*Problem to solve*: Each line that includes the word "Merah" should be copied from the records.

*Stored data*:
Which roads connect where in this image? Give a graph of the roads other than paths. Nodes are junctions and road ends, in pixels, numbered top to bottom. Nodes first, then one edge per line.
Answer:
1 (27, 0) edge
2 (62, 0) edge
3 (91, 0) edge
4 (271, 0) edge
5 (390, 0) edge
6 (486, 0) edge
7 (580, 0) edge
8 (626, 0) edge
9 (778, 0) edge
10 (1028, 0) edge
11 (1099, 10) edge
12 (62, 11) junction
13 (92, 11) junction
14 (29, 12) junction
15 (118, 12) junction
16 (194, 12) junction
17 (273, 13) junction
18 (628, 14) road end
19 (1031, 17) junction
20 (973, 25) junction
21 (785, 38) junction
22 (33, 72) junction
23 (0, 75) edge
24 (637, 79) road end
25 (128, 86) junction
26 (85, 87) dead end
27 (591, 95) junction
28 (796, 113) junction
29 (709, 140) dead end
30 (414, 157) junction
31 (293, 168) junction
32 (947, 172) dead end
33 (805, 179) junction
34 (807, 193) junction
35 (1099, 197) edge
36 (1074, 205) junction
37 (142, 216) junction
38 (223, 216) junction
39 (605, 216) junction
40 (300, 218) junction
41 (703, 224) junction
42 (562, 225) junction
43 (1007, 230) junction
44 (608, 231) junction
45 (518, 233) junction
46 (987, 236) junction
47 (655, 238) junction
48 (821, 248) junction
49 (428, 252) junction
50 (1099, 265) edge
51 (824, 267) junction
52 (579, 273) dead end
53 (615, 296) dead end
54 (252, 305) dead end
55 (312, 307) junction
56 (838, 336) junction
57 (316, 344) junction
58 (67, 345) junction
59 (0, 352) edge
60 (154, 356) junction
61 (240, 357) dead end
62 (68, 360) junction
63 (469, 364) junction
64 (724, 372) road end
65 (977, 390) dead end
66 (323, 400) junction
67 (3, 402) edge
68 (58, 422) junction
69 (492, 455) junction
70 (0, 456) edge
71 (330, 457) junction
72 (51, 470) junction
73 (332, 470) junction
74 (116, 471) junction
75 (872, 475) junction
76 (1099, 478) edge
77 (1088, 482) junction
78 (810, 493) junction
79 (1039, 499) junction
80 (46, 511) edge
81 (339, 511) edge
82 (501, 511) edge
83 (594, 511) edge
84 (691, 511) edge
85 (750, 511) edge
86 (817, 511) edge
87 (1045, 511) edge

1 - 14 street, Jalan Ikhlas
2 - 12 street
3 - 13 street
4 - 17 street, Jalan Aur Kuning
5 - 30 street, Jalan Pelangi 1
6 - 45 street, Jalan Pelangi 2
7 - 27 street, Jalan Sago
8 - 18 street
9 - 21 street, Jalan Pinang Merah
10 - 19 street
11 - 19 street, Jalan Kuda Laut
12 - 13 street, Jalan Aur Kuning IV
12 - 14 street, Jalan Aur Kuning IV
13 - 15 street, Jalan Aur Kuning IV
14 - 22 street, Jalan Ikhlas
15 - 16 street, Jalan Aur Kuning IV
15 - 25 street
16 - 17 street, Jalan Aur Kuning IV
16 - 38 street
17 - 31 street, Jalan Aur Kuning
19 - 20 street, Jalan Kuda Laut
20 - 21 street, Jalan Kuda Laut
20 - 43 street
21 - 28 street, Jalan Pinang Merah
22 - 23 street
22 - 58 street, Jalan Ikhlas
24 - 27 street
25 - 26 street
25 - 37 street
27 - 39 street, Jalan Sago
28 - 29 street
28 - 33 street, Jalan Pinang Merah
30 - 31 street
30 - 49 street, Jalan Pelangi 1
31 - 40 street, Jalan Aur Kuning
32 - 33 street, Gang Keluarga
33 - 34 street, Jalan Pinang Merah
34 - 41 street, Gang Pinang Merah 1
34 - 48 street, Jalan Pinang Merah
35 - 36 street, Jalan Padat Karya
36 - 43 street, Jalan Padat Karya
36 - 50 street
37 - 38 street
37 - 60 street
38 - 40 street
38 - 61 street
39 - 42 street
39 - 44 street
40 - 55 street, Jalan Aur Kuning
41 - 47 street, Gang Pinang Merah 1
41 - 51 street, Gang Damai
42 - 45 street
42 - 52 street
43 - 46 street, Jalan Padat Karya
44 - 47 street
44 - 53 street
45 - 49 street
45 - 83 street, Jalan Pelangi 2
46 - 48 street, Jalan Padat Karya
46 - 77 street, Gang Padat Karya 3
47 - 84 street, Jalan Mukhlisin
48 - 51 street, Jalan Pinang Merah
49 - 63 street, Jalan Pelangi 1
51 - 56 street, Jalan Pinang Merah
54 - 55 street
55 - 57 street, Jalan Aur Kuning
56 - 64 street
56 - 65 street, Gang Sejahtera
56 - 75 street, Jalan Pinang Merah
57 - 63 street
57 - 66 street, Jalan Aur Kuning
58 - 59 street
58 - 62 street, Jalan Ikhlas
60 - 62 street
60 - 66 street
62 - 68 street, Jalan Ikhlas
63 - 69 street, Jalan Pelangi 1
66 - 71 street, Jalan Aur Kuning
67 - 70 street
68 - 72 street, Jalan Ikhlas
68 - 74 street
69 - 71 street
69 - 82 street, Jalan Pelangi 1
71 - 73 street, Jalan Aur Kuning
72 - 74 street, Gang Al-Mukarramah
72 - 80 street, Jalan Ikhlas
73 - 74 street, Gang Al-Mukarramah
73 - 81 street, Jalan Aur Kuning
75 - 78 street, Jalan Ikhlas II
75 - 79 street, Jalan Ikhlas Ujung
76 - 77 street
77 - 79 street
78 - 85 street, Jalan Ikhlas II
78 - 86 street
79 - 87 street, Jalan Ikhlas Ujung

*Solution for this task*:
9 - 21 street, Jalan Pinang Merah
21 - 28 street, Jalan Pinang Merah
28 - 33 street, Jalan Pinang Merah
33 - 34 street, Jalan Pinang Merah
34 - 41 street, Gang Pinang Merah 1
34 - 48 street, Jalan Pinang Merah
41 - 47 street, Gang Pinang Merah 1
48 - 51 street, Jalan Pinang Merah
51 - 56 street, Jalan Pinang Merah
56 - 75 street, Jalan Pinang Merah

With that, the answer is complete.